START DATA SUPPLIED

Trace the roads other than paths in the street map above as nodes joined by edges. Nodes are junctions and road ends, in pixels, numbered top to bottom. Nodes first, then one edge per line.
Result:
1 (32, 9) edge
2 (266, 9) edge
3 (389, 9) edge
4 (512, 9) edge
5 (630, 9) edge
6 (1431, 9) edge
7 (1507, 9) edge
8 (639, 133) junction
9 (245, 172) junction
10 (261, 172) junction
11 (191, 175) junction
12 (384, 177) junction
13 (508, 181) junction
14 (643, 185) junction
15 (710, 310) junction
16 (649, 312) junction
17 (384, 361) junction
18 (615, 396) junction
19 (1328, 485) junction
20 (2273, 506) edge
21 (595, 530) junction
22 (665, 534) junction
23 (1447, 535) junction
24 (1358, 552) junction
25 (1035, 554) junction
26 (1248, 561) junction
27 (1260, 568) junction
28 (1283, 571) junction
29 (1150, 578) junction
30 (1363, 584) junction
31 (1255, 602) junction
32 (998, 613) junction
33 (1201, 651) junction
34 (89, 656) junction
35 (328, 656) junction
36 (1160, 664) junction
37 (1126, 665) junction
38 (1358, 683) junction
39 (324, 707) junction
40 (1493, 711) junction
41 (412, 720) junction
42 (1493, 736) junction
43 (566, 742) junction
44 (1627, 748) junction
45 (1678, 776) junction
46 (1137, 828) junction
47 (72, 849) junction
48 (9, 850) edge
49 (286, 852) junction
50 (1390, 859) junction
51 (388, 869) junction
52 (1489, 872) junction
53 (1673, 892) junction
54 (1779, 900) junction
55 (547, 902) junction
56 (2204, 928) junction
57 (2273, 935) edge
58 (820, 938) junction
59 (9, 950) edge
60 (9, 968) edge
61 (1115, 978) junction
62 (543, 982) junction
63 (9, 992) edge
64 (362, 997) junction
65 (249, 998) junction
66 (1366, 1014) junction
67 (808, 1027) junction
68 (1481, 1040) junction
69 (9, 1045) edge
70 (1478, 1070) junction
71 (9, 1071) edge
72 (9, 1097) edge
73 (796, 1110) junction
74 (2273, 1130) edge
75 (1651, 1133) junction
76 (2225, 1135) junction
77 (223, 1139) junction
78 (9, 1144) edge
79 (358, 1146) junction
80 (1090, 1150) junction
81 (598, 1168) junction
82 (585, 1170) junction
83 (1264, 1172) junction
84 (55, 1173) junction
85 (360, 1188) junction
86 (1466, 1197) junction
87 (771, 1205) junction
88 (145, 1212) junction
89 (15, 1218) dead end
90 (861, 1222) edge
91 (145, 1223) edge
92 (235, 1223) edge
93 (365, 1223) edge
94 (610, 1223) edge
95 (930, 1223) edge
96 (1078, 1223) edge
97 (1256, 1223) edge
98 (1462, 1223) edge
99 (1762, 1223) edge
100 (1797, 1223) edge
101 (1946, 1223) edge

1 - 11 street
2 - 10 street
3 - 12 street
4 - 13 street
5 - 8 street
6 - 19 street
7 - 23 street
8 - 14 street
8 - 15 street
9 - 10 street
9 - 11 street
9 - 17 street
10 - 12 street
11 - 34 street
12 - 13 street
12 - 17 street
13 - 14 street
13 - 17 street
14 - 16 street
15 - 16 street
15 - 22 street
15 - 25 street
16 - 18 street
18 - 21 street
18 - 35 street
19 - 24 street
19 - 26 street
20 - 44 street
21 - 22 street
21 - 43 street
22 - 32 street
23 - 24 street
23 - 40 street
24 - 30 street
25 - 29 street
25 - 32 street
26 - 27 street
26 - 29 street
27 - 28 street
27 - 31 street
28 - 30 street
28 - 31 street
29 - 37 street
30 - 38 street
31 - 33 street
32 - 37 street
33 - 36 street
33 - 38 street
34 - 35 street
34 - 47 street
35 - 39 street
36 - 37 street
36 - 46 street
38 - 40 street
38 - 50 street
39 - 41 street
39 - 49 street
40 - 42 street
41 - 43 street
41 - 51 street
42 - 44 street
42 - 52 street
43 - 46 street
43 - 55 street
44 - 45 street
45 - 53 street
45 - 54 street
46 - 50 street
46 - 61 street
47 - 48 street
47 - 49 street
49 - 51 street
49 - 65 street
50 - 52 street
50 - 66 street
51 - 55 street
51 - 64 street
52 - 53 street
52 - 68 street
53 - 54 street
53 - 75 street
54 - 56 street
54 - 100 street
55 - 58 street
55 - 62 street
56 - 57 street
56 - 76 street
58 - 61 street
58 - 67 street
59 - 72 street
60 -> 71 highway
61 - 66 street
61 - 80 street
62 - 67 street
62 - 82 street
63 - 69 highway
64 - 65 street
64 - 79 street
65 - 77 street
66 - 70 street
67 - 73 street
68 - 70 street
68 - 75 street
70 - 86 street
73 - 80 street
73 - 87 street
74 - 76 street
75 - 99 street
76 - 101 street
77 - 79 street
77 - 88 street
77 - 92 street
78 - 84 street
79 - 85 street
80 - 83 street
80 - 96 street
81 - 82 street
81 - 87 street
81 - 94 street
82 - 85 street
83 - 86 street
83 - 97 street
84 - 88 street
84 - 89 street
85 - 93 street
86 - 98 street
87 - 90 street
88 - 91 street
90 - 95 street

END DATA SUPPLIED

WHAT THE EXERCISE ASKS: All of the material should be set down exactly as it reads.

EXERCISE RESPONSE:
Trace the roads other than paths in the street map above as nodes joined by edges. Nodes are junctions and road ends, in pixels, numbered top to bottom. Nodes first, then one edge per line.
Result:
1 (32, 9) edge
2 (266, 9) edge
3 (389, 9) edge
4 (512, 9) edge
5 (630, 9) edge
6 (1431, 9) edge
7 (1507, 9) edge
8 (639, 133) junction
9 (245, 172) junction
10 (261, 172) junction
11 (191, 175) junction
12 (384, 177) junction
13 (508, 181) junction
14 (643, 185) junction
15 (710, 310) junction
16 (649, 312) junction
17 (384, 361) junction
18 (615, 396) junction
19 (1328, 485) junction
20 (2273, 506) edge
21 (595, 530) junction
22 (665, 534) junction
23 (1447, 535) junction
24 (1358, 552) junction
25 (1035, 554) junction
26 (1248, 561) junction
27 (1260, 568) junction
28 (1283, 571) junction
29 (1150, 578) junction
30 (1363, 584) junction
31 (1255, 602) junction
32 (998, 613) junction
33 (1201, 651) junction
34 (89, 656) junction
35 (328, 656) junction
36 (1160, 664) junction
37 (1126, 665) junction
38 (1358, 683) junction
39 (324, 707) junction
40 (1493, 711) junction
41 (412, 720) junction
42 (1493, 736) junction
43 (566, 742) junction
44 (1627, 748) junction
45 (1678, 776) junction
46 (1137, 828) junction
47 (72, 849) junction
48 (9, 850) edge
49 (286, 852) junction
50 (1390, 859) junction
51 (388, 869) junction
52 (1489, 872) junction
53 (1673, 892) junction
54 (1779, 900) junction
55 (547, 902) junction
56 (2204, 928) junction
57 (2273, 935) edge
58 (820, 938) junction
59 (9, 950) edge
60 (9, 968) edge
61 (1115, 978) junction
62 (543, 982) junction
63 (9, 992) edge
64 (362, 997) junction
65 (249, 998) junction
66 (1366, 1014) junction
67 (808, 1027) junction
68 (1481, 1040) junction
69 (9, 1045) edge
70 (1478, 1070) junction
71 (9, 1071) edge
72 (9, 1097) edge
73 (796, 1110) junction
74 (2273, 1130) edge
75 (1651, 1133) junction
76 (2225, 1135) junction
77 (223, 1139) junction
78 (9, 1144) edge
79 (358, 1146) junction
80 (1090, 1150) junction
81 (598, 1168) junction
82 (585, 1170) junction
83 (1264, 1172) junction
84 (55, 1173) junction
85 (360, 1188) junction
86 (1466, 1197) junction
87 (771, 1205) junction
88 (145, 1212) junction
89 (15, 1218) dead end
90 (861, 1222) edge
91 (145, 1223) edge
92 (235, 1223) edge
93 (365, 1223) edge
94 (610, 1223) edge
95 (930, 1223) edge
96 (1078, 1223) edge
97 (1256, 1223) edge
98 (1462, 1223) edge
99 (1762, 1223) edge
100 (1797, 1223) edge
101 (1946, 1223) edge

1 - 11 street
2 - 10 street
3 - 12 street
4 - 13 street
5 - 8 street
6 - 19 street
7 - 23 street
8 - 14 street
8 - 15 street
9 - 10 street
9 - 11 street
9 - 17 street
10 - 12 street
11 - 34 street
12 - 13 street
12 - 17 street
13 - 14 street
13 - 17 street
14 - 16 street
15 - 16 street
15 - 22 street
15 - 25 street
16 - 18 street
18 - 21 street
18 - 35 street
19 - 24 street
19 - 26 street
20 - 44 street
21 - 22 street
21 - 43 street
22 - 32 street
23 - 24 street
23 - 40 street
24 - 30 street
25 - 29 street
25 - 32 street
26 - 27 street
26 - 29 street
27 - 28 street
27 - 31 street
28 - 30 street
28 - 31 street
29 - 37 street
30 - 38 street
31 - 33 street
32 - 37 street
33 - 36 street
33 - 38 street
34 - 35 street
34 - 47 street
35 - 39 street
36 - 37 street
36 - 46 street
38 - 40 street
38 - 50 street
39 - 41 street
39 - 49 street
40 - 42 street
41 - 43 street
41 - 51 street
42 - 44 street
42 - 52 street
43 - 46 street
43 - 55 street
44 - 45 street
45 - 53 street
45 - 54 street
46 - 50 street
46 - 61 street
47 - 48 street
47 - 49 street
49 - 51 street
49 - 65 street
50 - 52 street
50 - 66 street
51 - 55 street
51 - 64 street
52 - 53 street
52 - 68 street
53 - 54 street
53 - 75 street
54 - 56 street
54 - 100 street
55 - 58 street
55 - 62 street
56 - 57 street
56 - 76 street
58 - 61 street
58 - 67 street
59 - 72 street
60 -> 71 highway
61 - 66 street
61 - 80 street
62 - 67 street
62 - 82 street
63 - 69 highway
64 - 65 street
64 - 79 street
65 - 77 street
66 - 70 street
67 - 73 street
68 - 70 street
68 - 75 street
70 - 86 street
73 - 80 street
73 - 87 street
74 - 76 street
75 - 99 street
76 - 101 street
77 - 79 street
77 - 88 street
77 - 92 street
78 - 84 street
79 - 85 street
80 - 83 street
80 - 96 street
81 - 82 street
81 - 87 street
81 - 94 street
82 - 85 street
83 - 86 street
83 - 97 street
84 - 88 street
84 - 89 street
85 - 93 street
86 - 98 street
87 - 90 street
88 - 91 street
90 - 95 street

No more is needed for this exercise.